Procesamiento sensorial – Autipedia

6️⃣ Procesamiento sensorial

El procesamiento sensorial se refiere a la manera en que el sistema nervioso recibe, organiza e interpreta la información proveniente de los sentidos. En las personas autistas, este procesamiento tiende a ser más intenso, más débil o más irregular, lo que influye profundamente en el bienestar emocional, la capacidad de concentración, el estado físico y la vida cotidiana.

Lejos de ser un simple “detalle”, el perfil sensorial constituye uno de los núcleos de la experiencia autista y explica un gran número de comportamientos y necesidades.


6.1. Hiper e hiposensibilidades

Las diferencias sensoriales pueden manifestarse en dos direcciones, que no son excluyentes:

Hipersensibilidad

Implica que ciertos estímulos se perciben como demasiado intensos, invasivos o dolorosos.
Puede darse en cualquiera de los sentidos:

  • Audición: ruidos que “taladran”, dificultad para filtrar sonidos de fondo, aversión a ambientes ruidosos.

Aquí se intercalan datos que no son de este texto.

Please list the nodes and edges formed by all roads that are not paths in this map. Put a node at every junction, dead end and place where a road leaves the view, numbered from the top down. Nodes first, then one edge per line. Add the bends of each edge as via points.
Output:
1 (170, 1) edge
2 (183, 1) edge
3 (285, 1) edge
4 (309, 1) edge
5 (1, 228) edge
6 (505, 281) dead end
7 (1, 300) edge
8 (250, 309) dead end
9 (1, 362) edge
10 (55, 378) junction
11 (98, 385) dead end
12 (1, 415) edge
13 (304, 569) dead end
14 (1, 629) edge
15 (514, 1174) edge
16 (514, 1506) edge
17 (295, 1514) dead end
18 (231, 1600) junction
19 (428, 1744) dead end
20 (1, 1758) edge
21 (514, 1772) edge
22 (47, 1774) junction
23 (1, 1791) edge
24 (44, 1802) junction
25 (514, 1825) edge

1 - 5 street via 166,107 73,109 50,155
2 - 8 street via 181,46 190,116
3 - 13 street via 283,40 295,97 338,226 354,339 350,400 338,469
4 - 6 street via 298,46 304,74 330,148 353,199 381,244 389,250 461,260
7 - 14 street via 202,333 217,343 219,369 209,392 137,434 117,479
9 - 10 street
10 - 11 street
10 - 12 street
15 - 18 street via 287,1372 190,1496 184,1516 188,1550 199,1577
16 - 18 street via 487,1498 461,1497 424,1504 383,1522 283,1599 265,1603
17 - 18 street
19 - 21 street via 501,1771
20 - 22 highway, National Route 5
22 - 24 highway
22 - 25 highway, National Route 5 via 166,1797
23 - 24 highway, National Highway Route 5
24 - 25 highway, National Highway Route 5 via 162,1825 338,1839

  • Vista: luces intensas, fluorescentes, movimiento visual excesivo.

  • Tacto: ropa que pica, etiquetas molestas, dificultad con el contacto físico inesperado.

  • Olfato y gusto: olores penetrantes, sabores demasiado fuertes o texturas intolerables.

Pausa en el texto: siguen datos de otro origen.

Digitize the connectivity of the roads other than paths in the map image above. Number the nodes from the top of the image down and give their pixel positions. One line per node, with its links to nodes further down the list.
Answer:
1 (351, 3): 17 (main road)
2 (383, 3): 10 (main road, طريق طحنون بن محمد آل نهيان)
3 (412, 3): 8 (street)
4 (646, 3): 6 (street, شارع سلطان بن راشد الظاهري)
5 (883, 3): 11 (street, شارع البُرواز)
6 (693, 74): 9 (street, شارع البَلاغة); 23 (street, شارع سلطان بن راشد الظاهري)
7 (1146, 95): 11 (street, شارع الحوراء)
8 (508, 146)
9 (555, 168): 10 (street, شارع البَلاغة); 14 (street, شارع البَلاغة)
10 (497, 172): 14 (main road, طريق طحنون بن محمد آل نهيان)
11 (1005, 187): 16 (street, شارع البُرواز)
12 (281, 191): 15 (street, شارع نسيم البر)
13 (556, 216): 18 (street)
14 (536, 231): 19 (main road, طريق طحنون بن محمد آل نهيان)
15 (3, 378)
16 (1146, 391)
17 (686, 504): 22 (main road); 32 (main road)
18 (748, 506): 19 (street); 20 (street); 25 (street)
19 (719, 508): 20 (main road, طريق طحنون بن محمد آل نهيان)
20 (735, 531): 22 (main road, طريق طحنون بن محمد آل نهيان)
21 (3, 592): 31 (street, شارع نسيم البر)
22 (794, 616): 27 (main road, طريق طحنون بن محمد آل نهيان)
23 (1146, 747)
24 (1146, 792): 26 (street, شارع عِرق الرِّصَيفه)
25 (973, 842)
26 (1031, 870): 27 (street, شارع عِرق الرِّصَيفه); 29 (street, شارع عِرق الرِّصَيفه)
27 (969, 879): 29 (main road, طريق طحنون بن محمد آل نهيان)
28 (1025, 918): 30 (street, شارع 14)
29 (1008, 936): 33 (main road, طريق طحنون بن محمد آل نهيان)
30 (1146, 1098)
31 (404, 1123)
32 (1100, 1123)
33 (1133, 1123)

  • Sistema vestibular y propioceptivo: dificultad con movimientos bruscos, mareos, o necesidad de controlar el equilibrio.

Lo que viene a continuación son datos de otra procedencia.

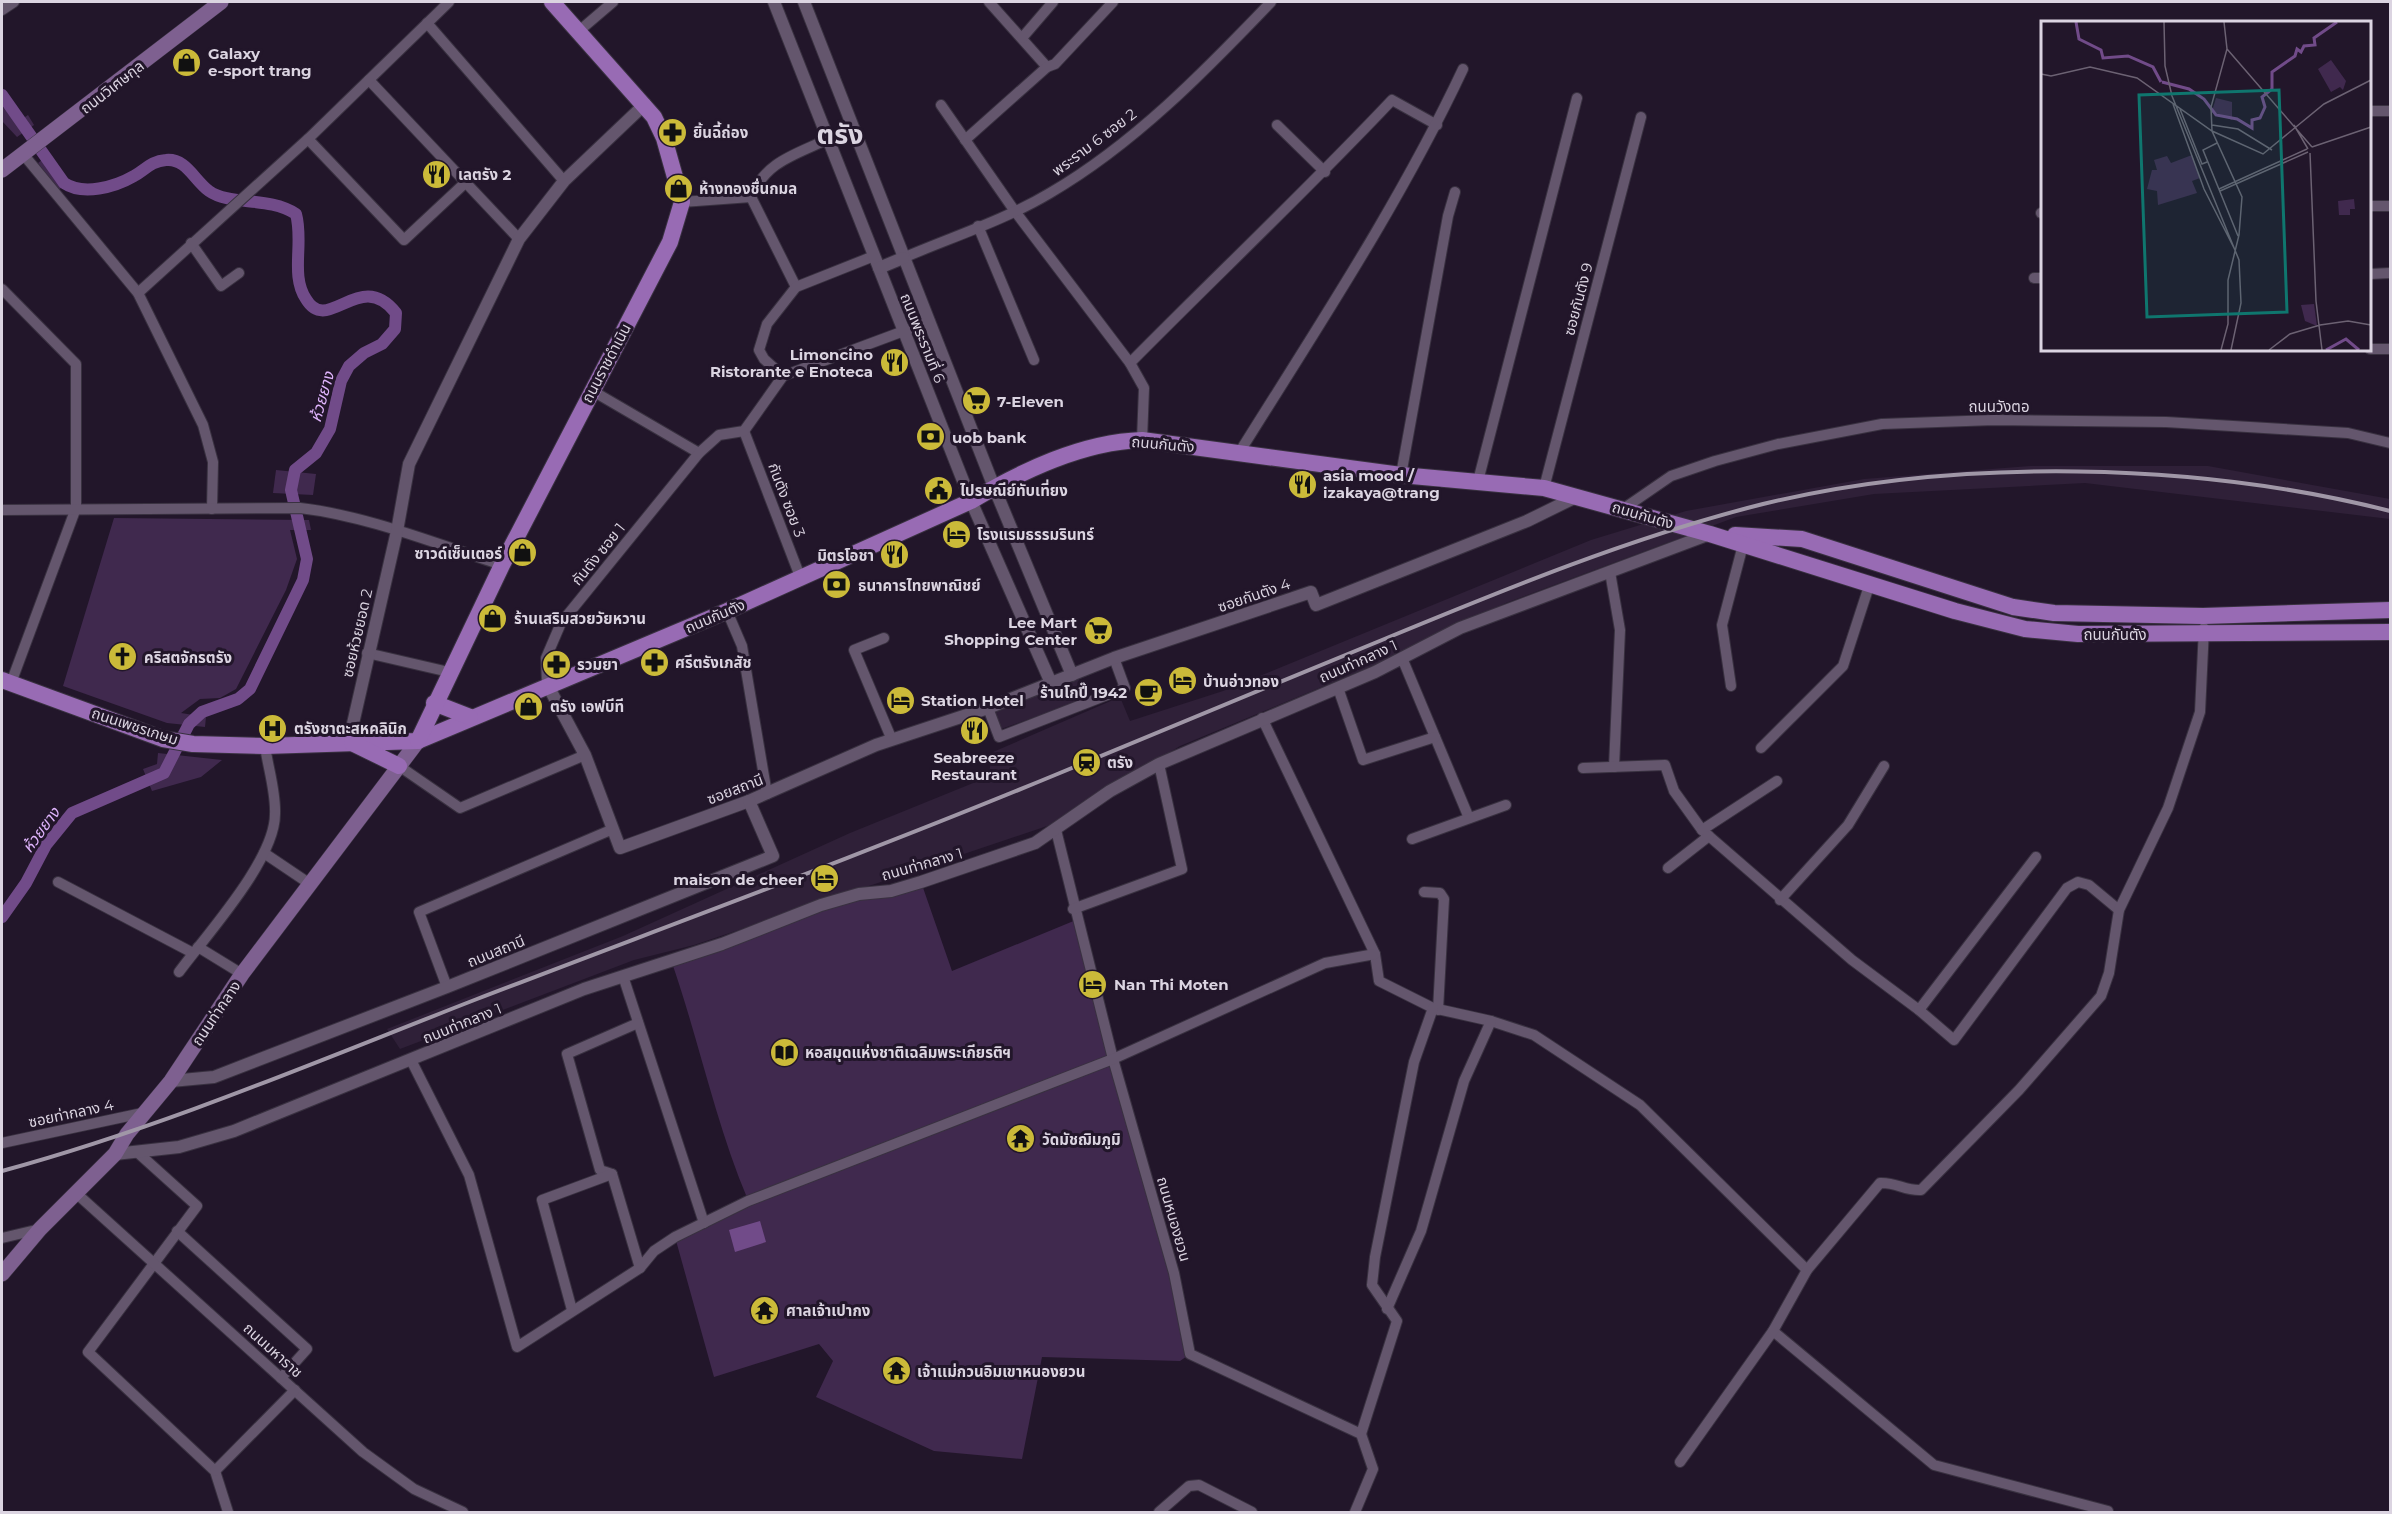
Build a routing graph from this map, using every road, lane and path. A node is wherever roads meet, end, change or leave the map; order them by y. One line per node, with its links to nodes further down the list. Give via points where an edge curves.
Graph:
1 (14, 2): 12 (street)
2 (221, 2): 30 (main road, ถนนวิเศษกุล)
3 (449, 2): 13 (street)
4 (552, 2): 14 (main road)
5 (613, 2): 14 (street)
6 (774, 2): 28 (street, ถนนพระรามที่ 6)
7 (804, 2): 45 (street, ถนนพระรามที่ 6)
8 (989, 2): 15 (street)
9 (1053, 2): 15 (street)
10 (1113, 2): 16 (street, via 1055,64)
11 (1271, 2): 40 (street, พระราม 6 ซอย 2, via 1218,57 1129,138 1050,193)
12 (2, 10)
13 (427, 23): 18 (street); 33 (street)
14 (579, 31): 20 (main road)
15 (1022, 38): 16 (street)
16 (1047, 67): 29 (street)
17 (1463, 69): 26 (street)
18 (369, 80): 27 (street); 34 (street)
19 (1577, 98): 67 (street)
20 (645, 104): 33 (street, ซอยห้วยยอด 2); 37 (main road, via 664,138)
21 (941, 105): 29 (street)
22 (2371, 111): 23 (street)
23 (2391, 111)
24 (1641, 117): 69 (street, ซอยกันตัง 9)
25 (1277, 124): 32 (street)
26 (1437, 125): 32 (street, via 1392,100); 65 (street)
27 (308, 139): 34 (street, via 404,240); 43 (street)
28 (828, 139): 36 (street, via 770,166 757,181); 44 (street, ถนนพระรามที่ 6)
29 (965, 140): 40 (street)
30 (23, 154): 31 (main road, ถนนวิเศษกุล); 51 (street)
31 (2, 170)
32 (1325, 172): 58 (street)
33 (564, 181): 42 (street, ซอยห้วยยอด 2)
34 (465, 183): 42 (street)
35 (1455, 192): 66 (street)
36 (751, 197): 37 (street); 50 (street)
37 (682, 202): 60 (main road, ถนนราชดำเนิน, via 670,242)
38 (2371, 206): 39 (street)
39 (2391, 206)
40 (1014, 210): 41 (street, พระราม 6 ซอย 2); 58 (street)
41 (978, 226): 45 (street, พระราม 6 ซอย 2); 57 (street)
42 (519, 238): 76 (street, ซอยห้วยยอด 2, via 408,464)
43 (191, 243): 47 (street, via 220,286); 51 (street)
44 (874, 256): 46 (street, ถนนพระรามที่ 6); 50 (street)
45 (903, 258): 46 (street); 53 (street, ถนนพระรามที่ 6)
46 (879, 268): 54 (street, ถนนพระรามที่ 6)
47 (239, 273)
48 (2391, 273): 49 (street)
49 (2371, 274)
50 (796, 287): 59 (street, via 767,324 759,350)
51 (138, 292): 73 (street, via 203,425 213,462)
52 (4, 297): 72 (street, via 76,363)
53 (928, 322): 54 (street); 68 (street, ถนนพระรามที่ 6)
54 (904, 332): 59 (street); 71 (street, ถนนพระรามที่ 6)
55 (2371, 349): 56 (street)
56 (2391, 349)
57 (1034, 360)
58 (1130, 363): 62 (street, via 1144,388)
59 (783, 376): 61 (street)
60 (591, 390): 64 (street); 79 (main road, ถนนราชดำเนิน)
61 (744, 431): 64 (street, กันตัง ซอย 1, via 719,435); 81 (street, กันตัง ซอย 3)
62 (1142, 440): 65 (main road, ถนนกันตัง); 68 (main road, ถนนกันตัง, via 1122,440 1084,449)
63 (2391, 443): 74 (street, ถนนวังตอ, via 2348,433 2166,422 1994,420 1882,424 1715,461 1671,476)
64 (699, 453): 96 (street, กันตัง ซอย 1, via 561,623 546,658)
65 (1239, 453): 66 (main road, ถนนกันตัง)
66 (1401, 475): 67 (main road, ถนนกันตัง)
67 (1478, 481): 69 (main road, ถนนกันตัง)
68 (994, 487): 71 (main road, ถนนกันตัง); 93 (street, ถนนพระรามที่ 6)
69 (1544, 488): 70 (main road, ถนนกันตัง)
70 (1578, 496): 74 (main road, ถนนกันตัง); 90 (street, ซอยกันตัง 4, via 1527,521 1316,605 1311,592)
71 (971, 501): 81 (main road, ถนนกันตัง); 95 (street, ถนนพระรามที่ 6)
72 (76, 508): 73 (street); 75 (street); 94 (street)
73 (212, 509): 76 (street, via 320,510)
74 (1623, 509): 77 (main road, ถนนกันตัง)
75 (2, 510)
76 (397, 531): 79 (street); 89 (street, ซอยห้วยยอด 2)
77 (1710, 534): 78 (main road, ถนนกันตัง); 80 (street, ถนนท่ากลาง 1); 85 (main road, ถนนกันตัง, via 1802,539 2013,607 2054,613)
78 (1743, 544): 82 (main road, ถนนกันตัง); 97 (street, via 1722,625)
79 (502, 565): 92 (main road, ถนนราชดำเนิน)
80 (1610, 572): 91 (street, ถนนท่ากลาง 1, via 1460,628); 114 (street, via 1620,630)
81 (801, 579): 84 (main road, ถนนกันตัง)
82 (1870, 583): 87 (main road, ถนนกันตัง, via 2025,629 2078,634); 109 (street, via 1843,666)
83 (2391, 610): 85 (main road, ถนนกันตัง)
84 (727, 611): 96 (main road, ถนนกันตัง); 117 (street, via 742,646)
85 (2203, 616): 87 (street)
86 (2391, 632): 87 (main road, ถนนกันตัง)
87 (2204, 633): 133 (street, via 2200,712 2168,808)
88 (884, 638): 105 (street, via 854,650)
89 (367, 653): 92 (street); 106 (street, ซอยห้วยยอด 2)
90 (1114, 658): 93 (street, ซอยกันตัง 4); 101 (street, via 1125,688 999,737)
91 (1402, 658): 98 (street, ถนนท่ากลาง 1); 104 (street)
92 (449, 672): 100 (main road, ถนนราชดำเนิน)
93 (1072, 675): 95 (street, ซอยกันตัง 4)
94 (6, 681): 108 (main road, ถนนเพชรเกษม, via 163,738 193,744)
95 (1051, 683): 99 (street, ซอยกันตัง 4)
96 (547, 684): 102 (main road, ถนนกันตัง); 110 (street, ซอยสถานี)
97 (1731, 686)
98 (1338, 688): 103 (street, ถนนท่ากลาง 1); 104 (street, via 1363,760)
99 (1028, 692): 101 (street, ซอยสถานี)
100 (434, 703): 102 (main road); 107 (main road, ถนนราชดำเนิน)
101 (988, 708): 105 (street, ซอยสถานี)
102 (470, 717): 107 (main road, ถนนกันตัง)
103 (1262, 718): 111 (street, ถนนท่ากลาง 1); 135 (street)
104 (1435, 737): 120 (street)
105 (892, 740): 117 (street, ซอยสถานี)
106 (349, 741): 107 (main road, ถนนเพชรเกษม); 108 (main road, ถนนเพชรเกษม); 112 (main road)
107 (418, 741): 112 (main road, ถนนท่ากลาง)
108 (265, 746): 125 (street, via 275,814 272,840)
109 (1761, 748)
110 (585, 755): 112 (street, via 460,808); 121 (street, ซอยสถานี)
111 (1159, 764): 122 (street, ถนนท่ากลาง 1, via 1110,791); 132 (street, via 1182,869)
112 (399, 766): 129 (main road, ถนนท่ากลาง)
113 (1884, 766): 131 (street, via 1848,825)
114 (1614, 767): 115 (street); 123 (street, via 1665,765 1674,790)
115 (1582, 768)
116 (1777, 781): 123 (street)
117 (767, 794): 118 (street, ซอยสถานี)
118 (749, 801): 121 (street, ซอยสถานี, via 620,848); 139 (street, ถนนสถานี, via 773,856)
119 (1506, 805): 120 (street)
120 (1469, 818): 124 (street)
121 (613, 829): 139 (street, via 419,912)
122 (1056, 830): 132 (street, ถนนหนองยวน); 138 (street, ถนนท่ากลาง 1, via 1035,843 931,879 822,905 722,944)
123 (1705, 833): 127 (street); 131 (street)
124 (1412, 839)
125 (264, 853): 129 (street); 134 (street)
126 (2036, 857): 141 (street)
127 (1668, 868)
128 (58, 882): 134 (street)
129 (310, 885): 137 (main road, ถนนท่ากลาง)
130 (1424, 892): 140 (street, via 1440,892 1444,899)
131 (1780, 900): 141 (street)
132 (1073, 909): 144 (street, ถนนหนองยวน)
133 (2119, 910): 141 (street, via 2089,885 2078,882 2067,888 1954,1040); 159 (street, via 2109,973 2101,996 2019,1090 1920,1190 1910,1191 1892,1182 1880,1183)
134 (195, 950): 136 (street); 137 (street)
135 (1375, 954): 140 (street, via 1379,981); 144 (street, via 1325,963)
136 (179, 972)
137 (242, 974): 146 (main road, ถนนท่ากลาง)
138 (623, 976): 143 (street); 145 (street, ถนนท่ากลาง 1)
139 (447, 987): 146 (street, ถนนสถานี, via 214,1077)
140 (1436, 1009): 142 (street); 161 (street, via 1414,1062 1375,1257 1372,1284)
141 (1918, 1010)
142 (1491, 1021): 159 (street, via 1534,1035 1640,1105); 161 (street, via 1464,1081 1421,1231)
143 (638, 1023): 151 (street, via 567,1054 600,1170); 153 (street)
144 (1113, 1059): 153 (street, via 748,1201); 166 (street, ถนนหนองยวน, via 1174,1273 1190,1353)
145 (411, 1060): 149 (street, ถนนท่ากลาง 1, via 234,1131 179,1147); 162 (street, via 469,1175 517,1347)
146 (171, 1081): 147 (main road, ถนนท่ากลาง)
147 (148, 1112): 148 (street, ซอยท่ากลาง 4); 150 (main road, ถนนท่ากลาง)
148 (2, 1143)
149 (136, 1151): 150 (street, ถนนท่ากลาง 1); 155 (street, via 197,1206)
150 (115, 1154): 152 (main road, ถนนท่ากลาง)
151 (612, 1174): 158 (street); 162 (street, via 542,1200)
152 (76, 1193): 154 (main road, ถนนท่ากลาง); 157 (street, ถนนมหาราช)
153 (704, 1223): 158 (street, via 654,1251)
154 (40, 1229): 156 (street); 160 (main road, ถนนท่ากลาง)
155 (177, 1231): 157 (street); 164 (street, via 307,1349)
156 (2, 1238)
157 (154, 1263): 164 (street, ถนนมหาราช); 168 (street, via 88,1352)
158 (640, 1268): 162 (street)
159 (1808, 1270): 163 (street)
160 (2, 1274)
161 (1387, 1309): 166 (street, via 1397,1321)
162 (572, 1310)
163 (1773, 1332): 167 (street); 169 (street, via 1934,1465)
164 (281, 1378): 165 (street, ถนนมหาราช)
165 (295, 1390): 168 (street); 171 (street, ถนนมหาราช, via 363,1452 397,1477)
166 (1361, 1434): 174 (street, via 1373,1469)
167 (1680, 1462)
168 (214, 1471): 170 (street)
169 (2108, 1510)
170 (228, 1512)
171 (463, 1512)
172 (1159, 1512): 173 (street, via 1189,1486 1199,1485)
173 (1252, 1512)
174 (1355, 1512)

  • Interocepción: nos permite percibir, interpretar y sentir las señales internas de nuestro cuerpo (corazón, pulmones, vísceras, temperatura, hambre, sed),

Hiposensibilidad

Ocurre cuando los estímulos se perciben de manera atenuada o poco clara. También se dan en cualquier de los sentidos mencionados anteriormente.
Puede traducirse en:

  • Búsqueda de sensaciones intensas (movimiento, presión, sonidos repetitivos).

  • Umbral alto para el dolor.

  • Necesidad de estimulación para registrar información corporal.

La mayoría de las personas autistas presentan perfiles mixtos, que pueden variar según el contexto, la energía disponible y el nivel de estrés.


6.2. Sobrecarga sensorial

La sobrecarga aparece cuando la cantidad o intensidad de los estímulos supera la capacidad del sistema nervioso para procesarlos. Es un fenómeno fisiológico, no voluntario.

Señales habituales:

  • Incapacidad para seguir conversaciones.

  • Irritabilidad repentina.

  • Fatiga extrema o dificultad para pensar con claridad.

  • Necesidad urgente de aislarse o de silencio.

  • Respuestas motoras como balancearse, agitar manos o bloquearse.

La sobrecarga sensorial está estrechamente relacionada con meltdowns, shutdowns, bloqueos cognitivos y agotamiento acumulado.


6.3. Regulación sensorial

Las estrategias de regulación sensorial permiten recuperar equilibrio y reducir la saturación. No son “manías”, sino ajustes necesarios para mantener la estabilidad neurofisiológica.

Ejemplos de estrategias útiles:

  • Uso de auriculares con cancelación de ruido.

  • Control del brillo y el contraste lumínico.

  • Ropa suave, sin costuras molestas.

  • Objetos para manipular (fidgets).

  • Pausas sensoriales programadas.

  • Movimiento regulador: estiramientos, caminar, balancearse, presiones profundas.

  • Modificar el entorno: reducir estímulos o anticiparlos.

La regulación sensorial también incluye aprender a leer cuándo el cuerpo avisa que el umbral se está acercando. La práctica de la atención plena nos ayuda a ello.


6.4. Cómo identificar los propios patrones

Conocer el propio perfil sensorial requiere observación, paciencia y honestidad. Es un proceso que ofrece una enorme claridad para comprender reacciones que antes parecían inexplicables.

Pasos para identificar el perfil sensorial:

  1. Registrar situaciones que causan malestar, fatiga o irritación.

  2. Observar qué sentidos estaban implicados (ruidos, luces, tacto, olores…).

  3. Anotar cómo reaccionó el cuerpo (tensión, bloqueo, necesidad de huir, dolor de cabeza).

  4. Identificar patrones:

    • ¿Hay lugares recurrentes que desgastan más?

    • ¿Momentos del día con mayor sensibilidad?

    • ¿Estados previos que amplifican la reactividad, como la ansiedad o la falta de descanso?

  5. Experimentar con ajustes pequeños, viendo cuáles proporcionan alivio real.

  6. Revisar regularmente el patrón, ya que puede cambiar con la edad, el estrés o el contexto.

Comprender el procesamiento sensorial no solo reduce el sufrimiento cotidiano, sino que también mejora la autoconciencia, la capacidad de comunicación y la relación con el entorno.